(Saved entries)
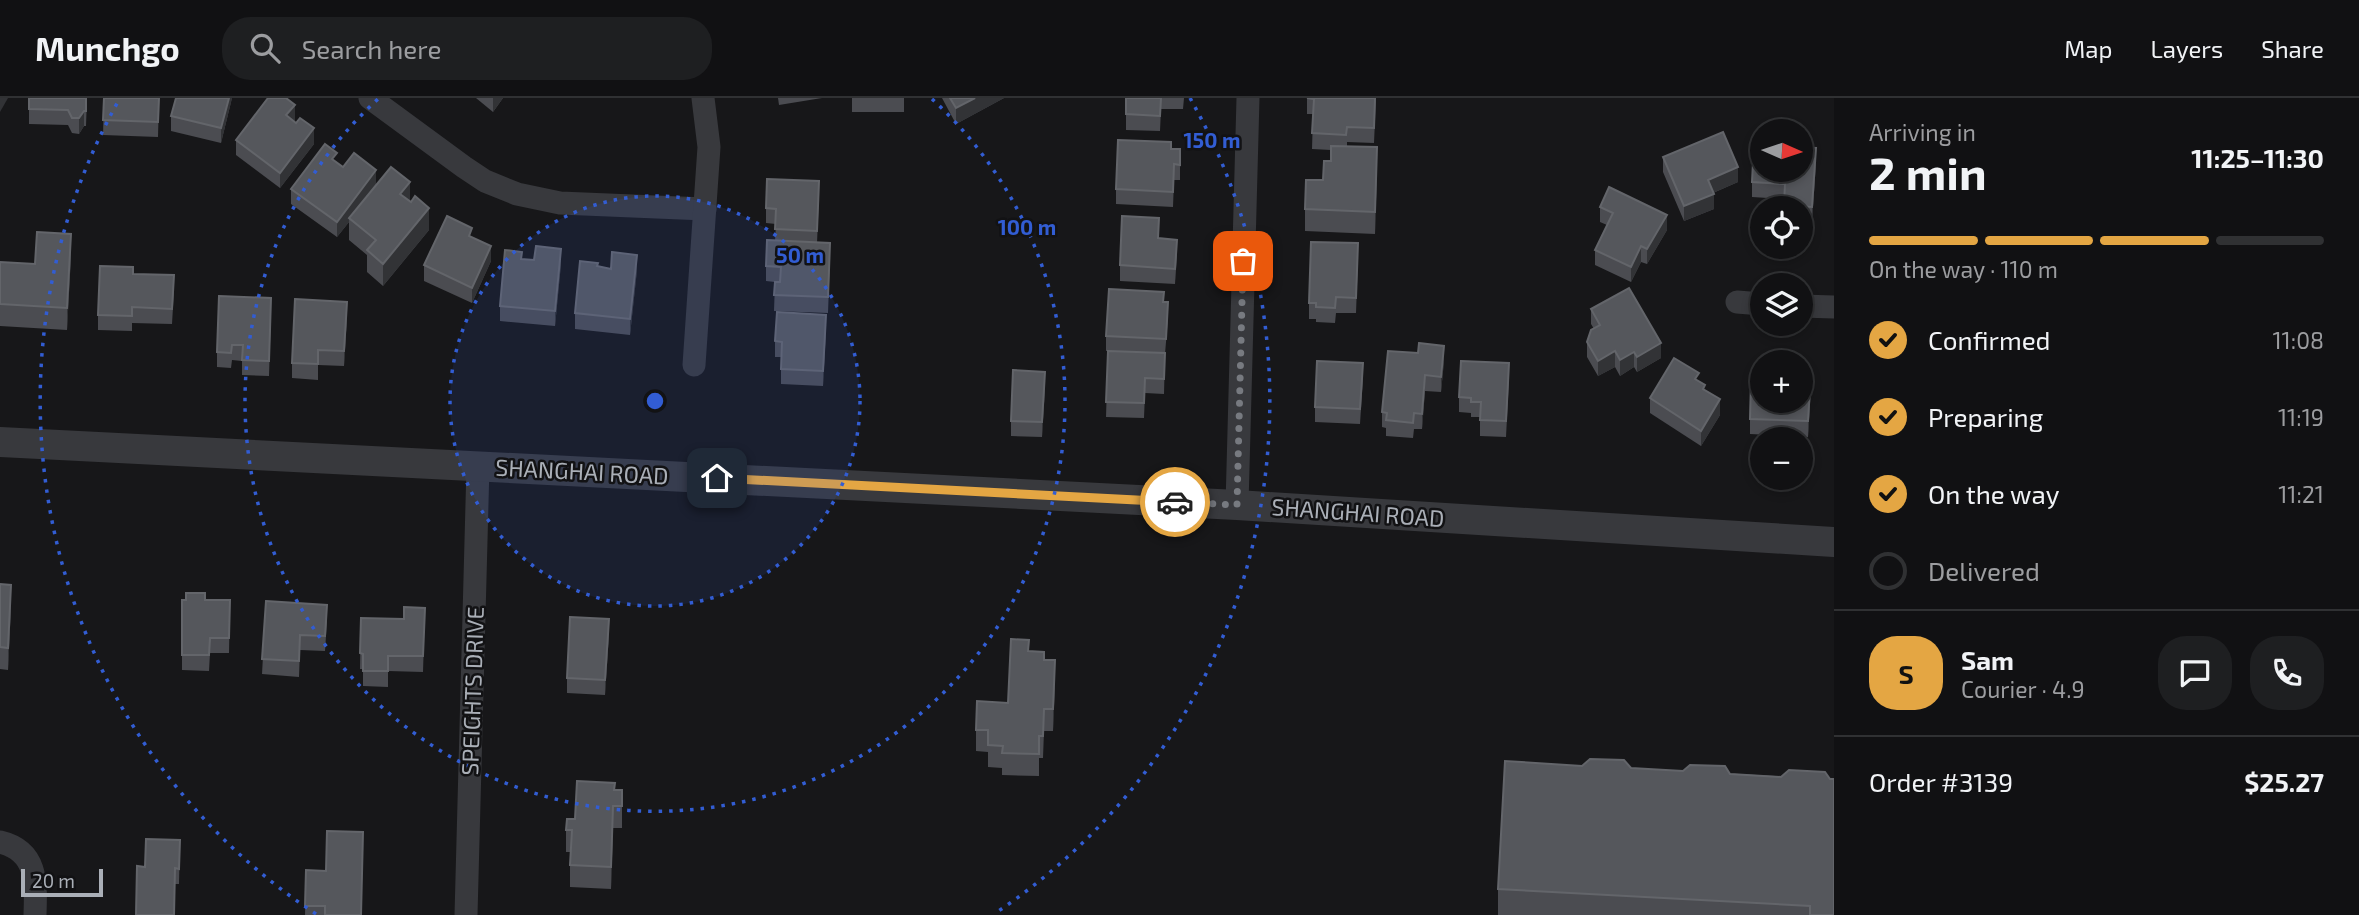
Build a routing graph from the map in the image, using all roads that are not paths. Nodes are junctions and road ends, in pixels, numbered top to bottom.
1 (370, 98) edge
2 (703, 98) edge
3 (1248, 98) edge
4 (705, 209) junction
5 (1737, 302) dead end
6 (1750, 303) edge
7 (1813, 306) edge
8 (1834, 307) edge
9 (694, 365) dead end
10 (0, 442) edge
11 (478, 466) junction
12 (1237, 505) junction
13 (1834, 542) edge
14 (0, 842) edge
15 (35, 915) edge
16 (466, 915) edge

1 - 4 street
2 - 4 street
3 - 12 street
4 - 9 street
5 - 6 street
7 - 8 street
10 - 11 street, SHANGHAI ROAD
11 - 12 street, SHANGHAI ROAD
11 - 16 street, SPEIGHTS DRIVE
12 - 13 street, SHANGHAI ROAD
14 - 15 street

— Your objective —
Leave the pictures aside and give the records above back word for word.

— Exercise result —
Build a routing graph from the map in the image, using all roads that are not paths. Nodes are junctions and road ends, in pixels, numbered top to bottom.
1 (370, 98) edge
2 (703, 98) edge
3 (1248, 98) edge
4 (705, 209) junction
5 (1737, 302) dead end
6 (1750, 303) edge
7 (1813, 306) edge
8 (1834, 307) edge
9 (694, 365) dead end
10 (0, 442) edge
11 (478, 466) junction
12 (1237, 505) junction
13 (1834, 542) edge
14 (0, 842) edge
15 (35, 915) edge
16 (466, 915) edge

1 - 4 street
2 - 4 street
3 - 12 street
4 - 9 street
5 - 6 street
7 - 8 street
10 - 11 street, SHANGHAI ROAD
11 - 12 street, SHANGHAI ROAD
11 - 16 street, SPEIGHTS DRIVE
12 - 13 street, SHANGHAI ROAD
14 - 15 street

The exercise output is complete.